The Microsoft PM for GVFS commented there.

As a game dev in a small studio that runs on git, I'm so exited to see where GitVFS goes, and especially since the announcement they're working on macOS drivers. We're pushing git to it's limit, and it would really nice if we wouldn't have to switch to another system (git is mostly great, and we're all good at using it, even the artists). GitVFS seemingly solves all our problems in a really slick way.

Probably because they prefer to use sane SCM systems.

What is insane with the other ones?

Do you really need to ask regarding git, given the amount of tutorials how to rescue the working state back?

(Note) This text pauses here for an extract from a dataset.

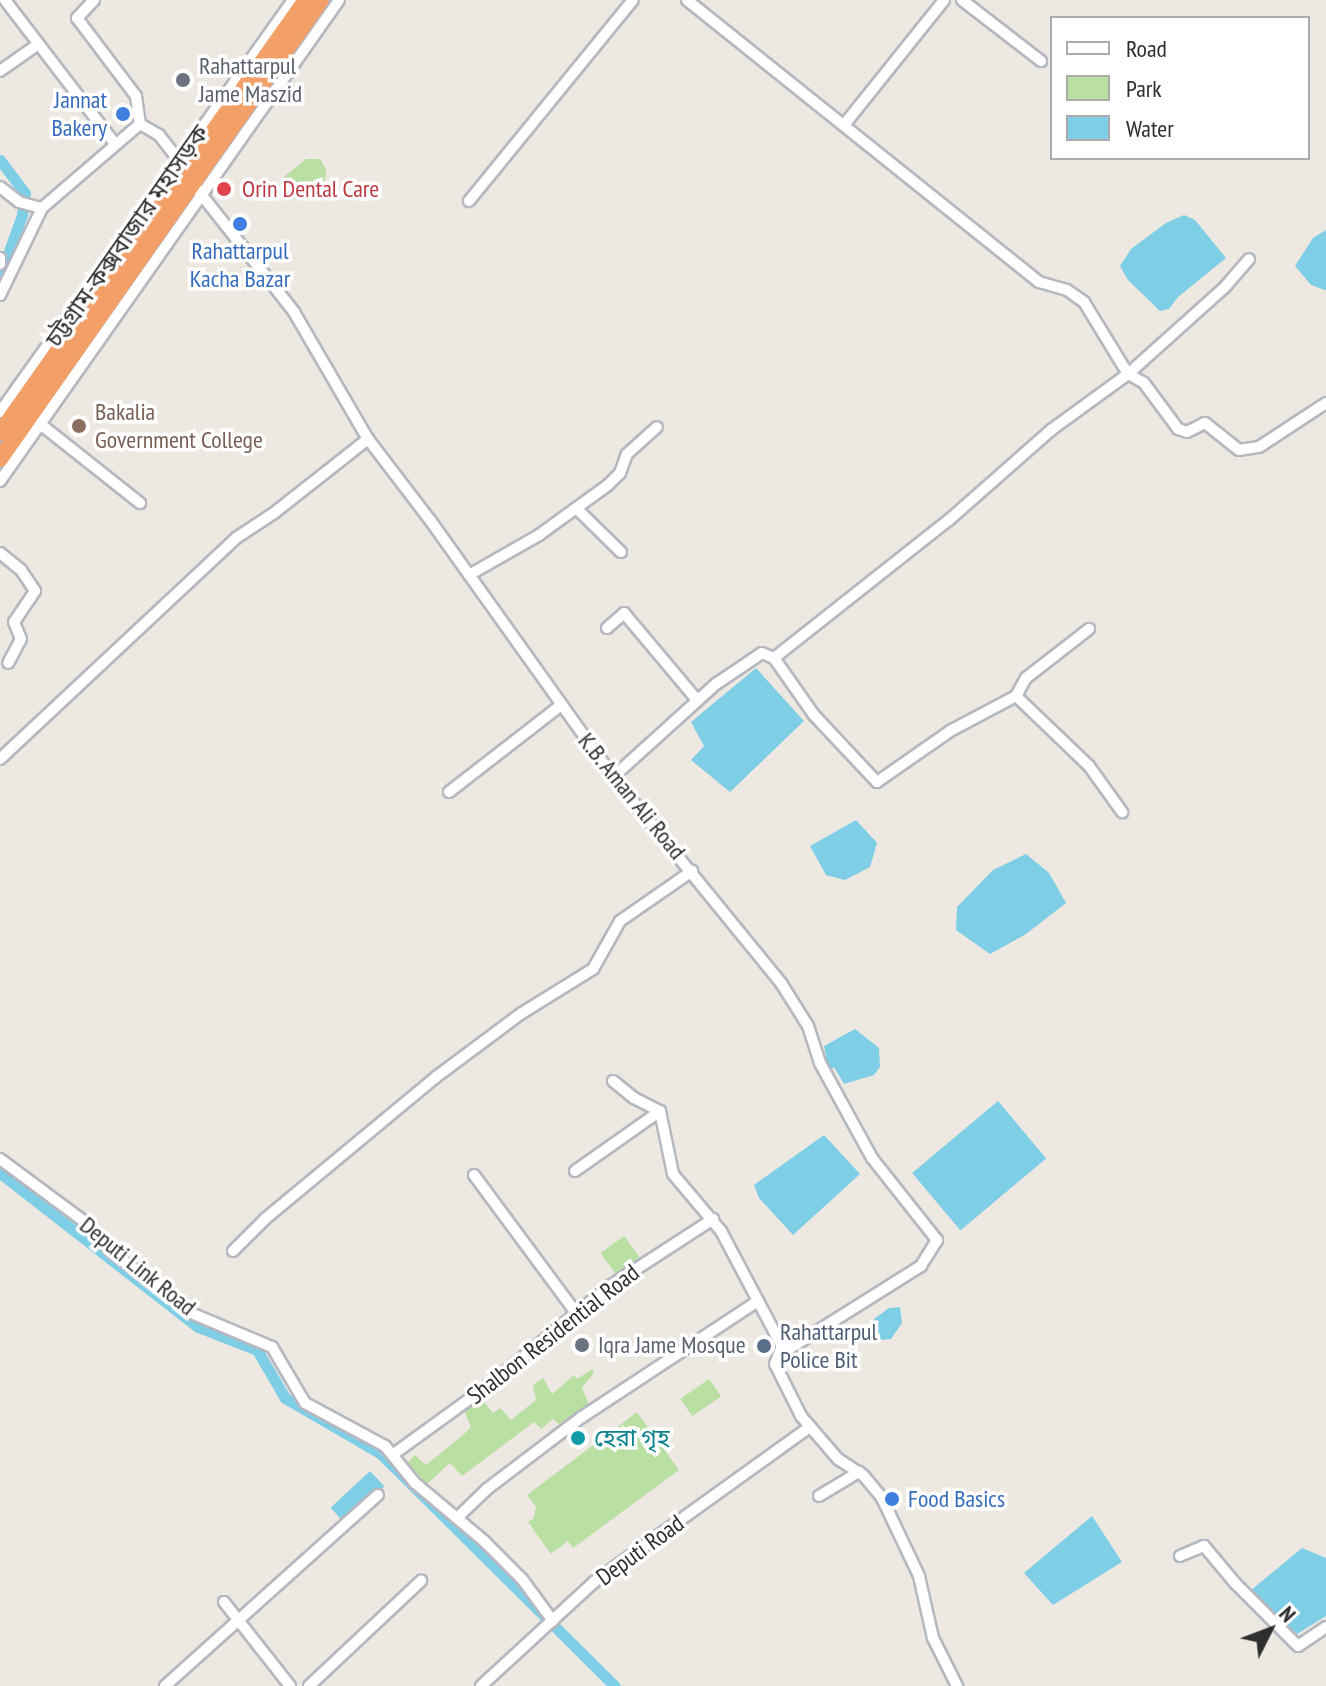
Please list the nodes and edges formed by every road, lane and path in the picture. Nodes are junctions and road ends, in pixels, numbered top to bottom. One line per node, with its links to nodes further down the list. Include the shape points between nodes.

I’ve taught an intro to git class a number of times to scientists wanting to build some basic software development skills (through Software Carpentry: https://software-carpentry.org/).

It can be easy to forget that the cognitive overhead of version control is pretty extreme. Looking at git through beginners’ eyes is telling. And our curriculum basically gets people to a baseline proficiency with change, add, and commit plus pushing, pulling, and a little merging. In other words, scratching the surface.

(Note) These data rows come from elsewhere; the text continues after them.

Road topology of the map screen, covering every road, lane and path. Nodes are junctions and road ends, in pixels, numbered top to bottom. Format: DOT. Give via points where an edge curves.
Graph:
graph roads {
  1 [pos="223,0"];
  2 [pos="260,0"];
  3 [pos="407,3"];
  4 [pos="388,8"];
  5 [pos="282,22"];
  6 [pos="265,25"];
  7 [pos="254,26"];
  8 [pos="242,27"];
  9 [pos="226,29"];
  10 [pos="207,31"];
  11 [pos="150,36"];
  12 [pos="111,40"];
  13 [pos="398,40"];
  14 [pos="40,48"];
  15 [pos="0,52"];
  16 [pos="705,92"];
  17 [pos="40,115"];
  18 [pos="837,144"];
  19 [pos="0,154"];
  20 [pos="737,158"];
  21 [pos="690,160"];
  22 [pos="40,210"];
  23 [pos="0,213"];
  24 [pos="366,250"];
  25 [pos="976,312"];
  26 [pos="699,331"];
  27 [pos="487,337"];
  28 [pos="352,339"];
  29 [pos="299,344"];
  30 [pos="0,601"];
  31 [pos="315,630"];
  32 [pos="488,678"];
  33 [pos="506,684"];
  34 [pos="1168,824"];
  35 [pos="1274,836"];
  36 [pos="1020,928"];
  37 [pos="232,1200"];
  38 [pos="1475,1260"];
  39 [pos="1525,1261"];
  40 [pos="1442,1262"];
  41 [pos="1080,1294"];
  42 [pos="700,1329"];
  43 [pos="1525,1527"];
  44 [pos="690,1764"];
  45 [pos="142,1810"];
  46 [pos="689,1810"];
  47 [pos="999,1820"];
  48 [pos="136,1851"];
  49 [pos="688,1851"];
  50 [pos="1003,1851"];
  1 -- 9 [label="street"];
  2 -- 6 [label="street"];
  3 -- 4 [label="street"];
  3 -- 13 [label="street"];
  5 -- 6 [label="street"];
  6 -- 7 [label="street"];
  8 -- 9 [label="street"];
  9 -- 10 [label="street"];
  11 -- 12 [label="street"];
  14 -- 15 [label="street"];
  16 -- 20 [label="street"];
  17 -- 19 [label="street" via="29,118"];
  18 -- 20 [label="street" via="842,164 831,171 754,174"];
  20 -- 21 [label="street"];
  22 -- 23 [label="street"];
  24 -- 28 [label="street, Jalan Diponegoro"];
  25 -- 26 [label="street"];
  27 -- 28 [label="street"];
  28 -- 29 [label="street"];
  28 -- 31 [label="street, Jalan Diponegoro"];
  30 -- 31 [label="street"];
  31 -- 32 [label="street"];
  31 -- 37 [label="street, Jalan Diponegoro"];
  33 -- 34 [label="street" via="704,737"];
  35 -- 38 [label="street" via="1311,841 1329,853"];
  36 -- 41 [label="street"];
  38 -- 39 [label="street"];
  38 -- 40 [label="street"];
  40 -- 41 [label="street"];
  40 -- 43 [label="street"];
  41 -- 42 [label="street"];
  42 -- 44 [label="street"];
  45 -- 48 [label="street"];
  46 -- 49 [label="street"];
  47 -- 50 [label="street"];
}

Scientists then start asking all the reasonable questions about restoring work under various scenarios, and whether they should store large amounts of data with their code. It’s in those moments where I start asking myself hard questions about git, its usability, and its architecture. Subversion at least had binary diffs and reasonable support for big files.

Git may have won the day, but I cannot help but think that it’s a pretty major compromise (even a retrograde step) compared to what could have / should have been.

In my experience the most confusing thing for beginners is adding new files, committing, and pushing in separate steps. It also doesn't help that Google returns links to the "right way" to use Git - meaning advanced large enterprise usage.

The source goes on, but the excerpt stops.